**TASK INSTRUCTIONS**
Read the lines below. Copy out any that hold the string "海晏北路".

--- RECORDS TO PROCESS ---

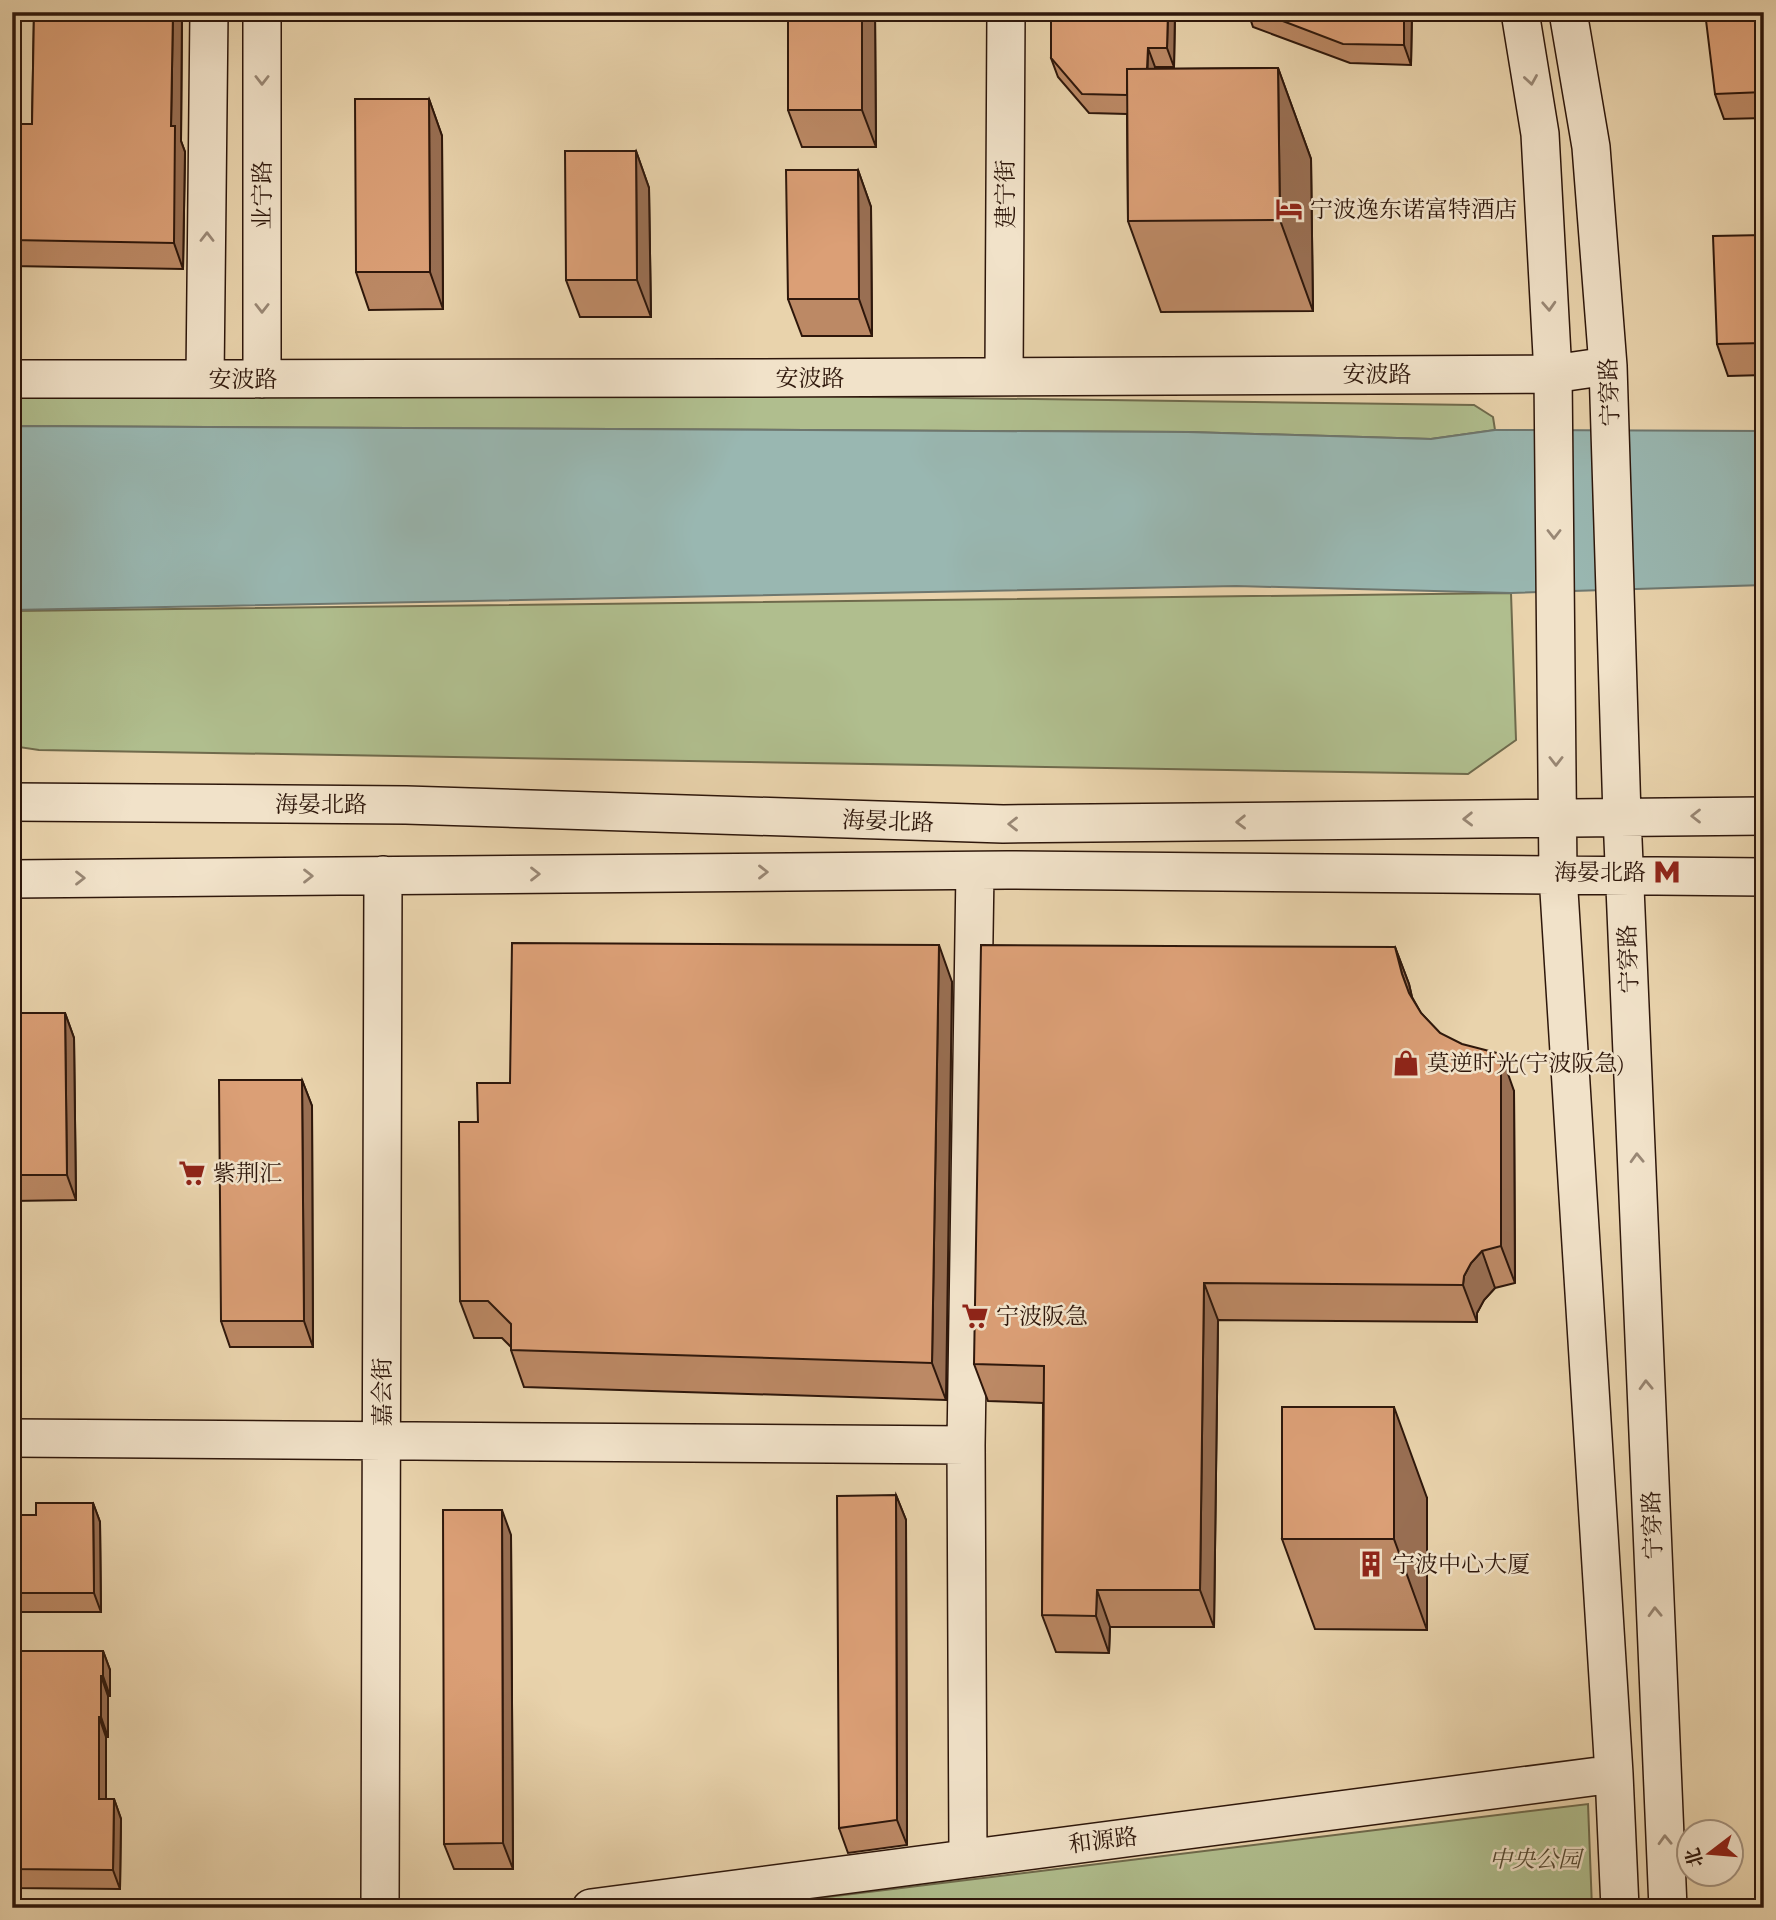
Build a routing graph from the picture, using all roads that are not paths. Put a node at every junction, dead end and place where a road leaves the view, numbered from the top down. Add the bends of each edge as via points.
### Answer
1 (209, 12) edge
2 (262, 12) edge
3 (1006, 12) edge
4 (1520, 12) edge
5 (1567, 12) edge
6 (1608, 366) junction
7 (1553, 373) junction
8 (1004, 376) junction
9 (12, 379) edge
10 (205, 379) junction
11 (262, 379) junction
12 (12, 802) edge
13 (1622, 816) junction
14 (1764, 816) edge
15 (1557, 818) junction
16 (975, 871) junction
17 (1558, 875) junction
18 (1625, 875) junction
19 (383, 876) junction
20 (1764, 877) edge
21 (12, 879) edge
22 (12, 1438) edge
23 (381, 1441) junction
24 (966, 1445) junction
25 (1614, 1774) junction
26 (968, 1858) junction
27 (380, 1908) edge
28 (591, 1908) edge
29 (1620, 1908) edge
30 (1668, 1908) edge

10 -> 1 main road
2 -> 11 main road, 业宁路
3 - 8 main road, 建宁街
4 -> 7 main road via 1540,134
5 - 6 main road, 宁穿路 via 1591,147
6 - 7 main road, 安波路
6 - 13 main road, 宁穿路
7 - 8 main road, 安波路
7 -> 15 main road
8 - 11 main road, 安波路
9 - 10 main road, 安波路
10 - 11 main road, 安波路
15 -> 12 main road, 海晏北路 via 1003,824 406,805
14 -> 13 main road, 海晏北路
13 - 15 main road, 海晏北路
13 - 18 main road, 宁穿路
15 - 17 main road
16 - 17 main road
19 -> 16 main road
16 - 24 main road
17 - 18 main road
17 - 25 main road
18 - 20 main road
30 -> 18 main road, 宁穿路
21 -> 19 main road
19 - 23 main road, 嘉会街
22 - 23 main road
23 - 24 main road
23 - 27 main road, 嘉会街
24 - 26 main road
25 - 26 main road, 和源路
25 - 29 main road
26 - 28 main road, 和源路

---

**REPLY TO THE EXERCISE**
15 -> 12 main road, 海晏北路 via 1003,824 406,805
14 -> 13 main road, 海晏北路
13 - 15 main road, 海晏北路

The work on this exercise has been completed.